Two poems always come to me when I think of the loss of my son. One you may already know the other is much less known and has very little literature written about it. Both poems were written by Robert Frost, and though his poetry is beautiful and much of it touches me it is these two poems that stand out in my mind when I think of my Matthew.
Of course when one thinks of Frost "The Road Not Taken" is always the first to mind. Easily his most famous poem, it does represent a parting of paths that could be associated with death but this is not the poem that come to me. Neither is "Birches" which talks of climbing "toward heaven, till the tree could bear no more" (56) it speaks of purity of snow covered birches which bend and fall from the heavy winter's ice. "Good Hours" is another favorite. To someone who has lost it can be a comfort. Another is the "Mending Wall" which talks of neighbors.
No, none of these are the ones I think of when I think of Matthew. My little baby has but two poems, one speaks of loss the other the loss of innocence.

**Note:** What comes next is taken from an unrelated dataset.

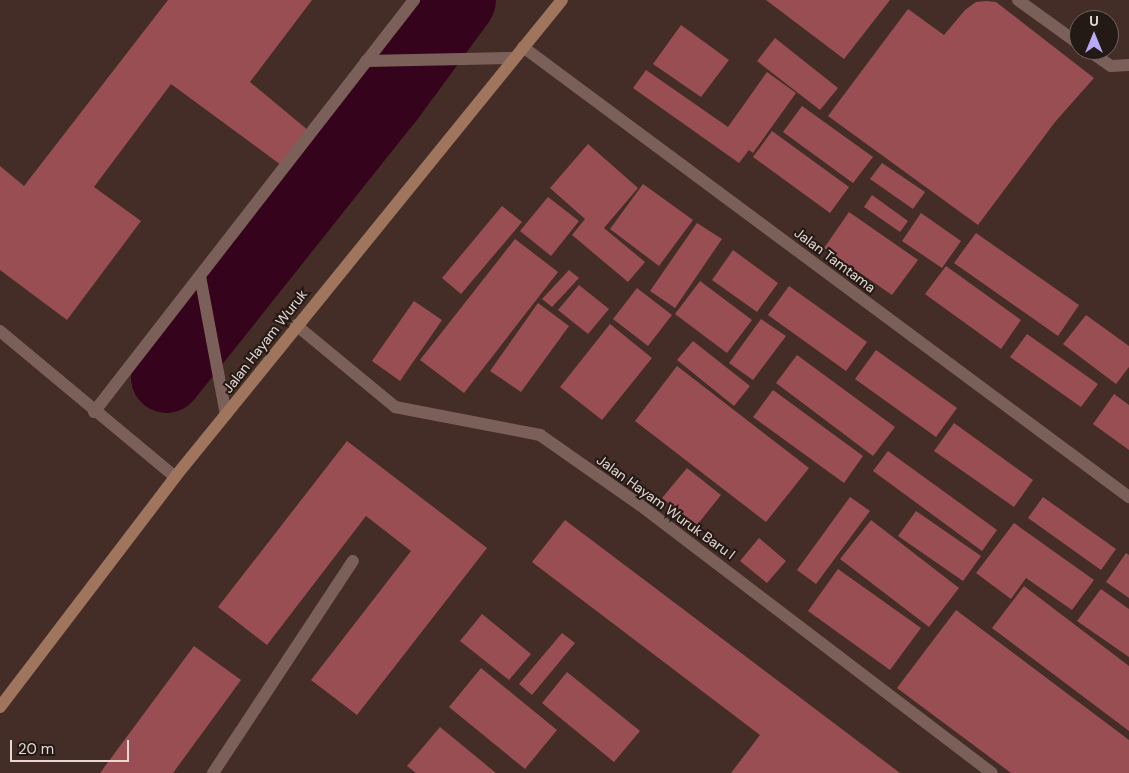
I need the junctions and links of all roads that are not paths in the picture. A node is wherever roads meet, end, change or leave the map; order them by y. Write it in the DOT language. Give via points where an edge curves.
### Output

For those who have seen or read "The Outsiders" this first poem will be familiar.
Nothing Gold Can Stay
Nature's first green is gold,
Her hardest hue to hold.
Her early leaf's a flower;
But only so an hour.
Then leaf subsides to leaf,
So Eden sank to grief,
So dawn goes down to day
Nothing gold can stay.
This second poem will be unfamiliar, perhaps, even to those who study literature.
Stars
How countlessly they congregate
O'er our tumultuous snow,
Which flows in shapes as tall as trees
When wintry winds do blow!--
As if with keenness for our fate,
Our faltering few steps on
To white rest, and a place of rest
Invisible at dawn,--
And yet with neither love nor hate,
Those stars like some snow-white
Minerva's snow-white marble eyes
Without the gift of sight.
Perhaps my little girl will be a swinger of birches. As for her brother he is a little golden star.